"You don't mean to say, Luella Sealy," said the mother, with what seemed at least indignation, "that you were so unmaidenly as to make the first advances to this young man. If I thought you were capable of doing such a thing I should be ashamed of you. It would be bad enough if he were your equal, and a gentleman, but when he is a mere bank clerk and a person of no position, how you could descend to do so is beyond my comprehension."
"Mother," said the daughter, while a quizzical smile lit up her face, "when pa came to see you did you not encourage him, or in some manner give him to understand that his visits were not altogether distasteful to you? From what I have heard pa say, I should rather think you did. Now, ma, I rather liked William Barton; and while I did not tell him so, he seemed in some manner or other to find out my secret, and I have not tried to deceive him."

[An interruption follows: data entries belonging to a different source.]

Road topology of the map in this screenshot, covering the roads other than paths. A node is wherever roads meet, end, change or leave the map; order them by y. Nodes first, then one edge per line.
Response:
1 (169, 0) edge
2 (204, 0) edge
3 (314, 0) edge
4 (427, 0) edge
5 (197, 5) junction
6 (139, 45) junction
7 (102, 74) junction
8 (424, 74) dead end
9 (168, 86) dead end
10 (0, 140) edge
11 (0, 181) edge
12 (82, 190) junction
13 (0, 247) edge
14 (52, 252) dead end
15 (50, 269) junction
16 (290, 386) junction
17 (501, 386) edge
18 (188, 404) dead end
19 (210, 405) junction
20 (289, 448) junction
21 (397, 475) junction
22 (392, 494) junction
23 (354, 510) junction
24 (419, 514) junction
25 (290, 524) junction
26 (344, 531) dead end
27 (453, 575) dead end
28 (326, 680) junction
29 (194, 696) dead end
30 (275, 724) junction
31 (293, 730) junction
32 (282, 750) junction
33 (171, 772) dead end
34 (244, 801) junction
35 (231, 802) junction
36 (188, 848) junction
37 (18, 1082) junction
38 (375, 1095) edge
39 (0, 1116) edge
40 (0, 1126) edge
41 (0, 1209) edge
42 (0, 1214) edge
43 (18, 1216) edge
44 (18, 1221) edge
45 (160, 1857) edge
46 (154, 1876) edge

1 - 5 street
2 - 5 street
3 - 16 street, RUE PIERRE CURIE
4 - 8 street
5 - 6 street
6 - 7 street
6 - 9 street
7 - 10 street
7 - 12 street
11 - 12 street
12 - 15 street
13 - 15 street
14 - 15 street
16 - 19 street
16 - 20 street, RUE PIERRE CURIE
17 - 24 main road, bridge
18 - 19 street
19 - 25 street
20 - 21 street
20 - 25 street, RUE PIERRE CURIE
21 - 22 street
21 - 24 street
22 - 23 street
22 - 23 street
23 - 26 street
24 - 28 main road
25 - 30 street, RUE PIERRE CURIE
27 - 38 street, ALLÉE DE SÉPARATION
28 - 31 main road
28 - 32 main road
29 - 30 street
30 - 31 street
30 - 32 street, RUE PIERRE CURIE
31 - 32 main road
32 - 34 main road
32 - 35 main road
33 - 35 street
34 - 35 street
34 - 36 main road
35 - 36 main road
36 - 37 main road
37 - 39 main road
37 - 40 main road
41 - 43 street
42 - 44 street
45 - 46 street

"But, Luella," said her mother,—not replying to her daughter's mischievous reference to her days of romance and love, for, like many other ambitious, scheming mothers, if she ever had such a foolish emotion as love, she had forgotten it, or else she had been led to believe it was all Moonshine; and if a girl only married wealth and position, she thought love would come,—"what is the use of acting so foolishly? If you marry William Barton you will have to leave the set with which you are now associating, and if you degrade yourself by a mesalliance you will drag us down with you."

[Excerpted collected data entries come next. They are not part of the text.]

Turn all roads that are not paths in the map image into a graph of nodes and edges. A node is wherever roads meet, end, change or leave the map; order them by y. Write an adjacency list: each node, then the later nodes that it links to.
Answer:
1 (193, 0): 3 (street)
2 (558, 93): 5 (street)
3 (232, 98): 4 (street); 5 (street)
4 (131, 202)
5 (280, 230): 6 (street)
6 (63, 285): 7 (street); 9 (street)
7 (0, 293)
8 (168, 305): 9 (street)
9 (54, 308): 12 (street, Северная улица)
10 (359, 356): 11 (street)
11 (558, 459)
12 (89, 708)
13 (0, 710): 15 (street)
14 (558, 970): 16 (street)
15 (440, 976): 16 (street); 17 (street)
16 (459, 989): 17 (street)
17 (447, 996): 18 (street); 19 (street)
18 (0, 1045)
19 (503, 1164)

"You had better wait, mother, until he asks me to marry him."
"No! I want to talk it over now, and then you will be prepared to act like a sensible girl. If Barton wishes to marry you it is because you have money, and he will bring you nothing in exchange but degradation. How the McWrigglers will sneer if such a thing happens! They schemed and plotted until they got Captain Merton to marry that baby-faced Elaine; and because he is an officer in the English army and the youngest son of a gentleman, they have been putting on airs ever since; and they are now so stuck-up there is scarcely any living for them."
"I am sure, ma, they are welcome to him, for I hear he does not use her very kindly when he is in liquor, which is most of the time."
"Oh! I guess that is like a great deal of what people say—scandal. I am certain since that alliance they have moved in society into which they could not gain entrance before. Now, if you marry Stanley Ginsling, as he is first cousin to Lord Fitzjinkins, we will have the entree to society to which they dare not aspire; and then the airs of superiority can be on our side, not theirs."
"So, ma, you would have me marry a sot, who is twice my age, and whom I detest, in order that you may have a paltry advantage over one who, when she calls, you kiss and use the most endearing epithets in your vocabulary, in order to express your friendship for her. To tell you the truth, I don't see much in what you call 'our set,' to encourage me to sacrifice myself in order to remain in it. When you meet you are all honey, smiles, and kisses, and you profess to be the dearest of friends; and yet you are constantly endeavoring to gain some petty triumph at each other's expense, and then to relate it in such a manner as to cut and cause envy and jealousy. 'Our set,' ma, is too superficial and spiteful for me to wish to remain in it."
"Your remarks, Luella, are the reverse of complimentary; but I am not going to be angry. If you don't like the set you are in get above it. If you only become the wife of one who, some day, will become the Hon. Stanley Ginsling, you will be lifted out of anything of that kind."
"You mean dragged beneath it, ma. It would be a nice thing to be a drunkard's wife."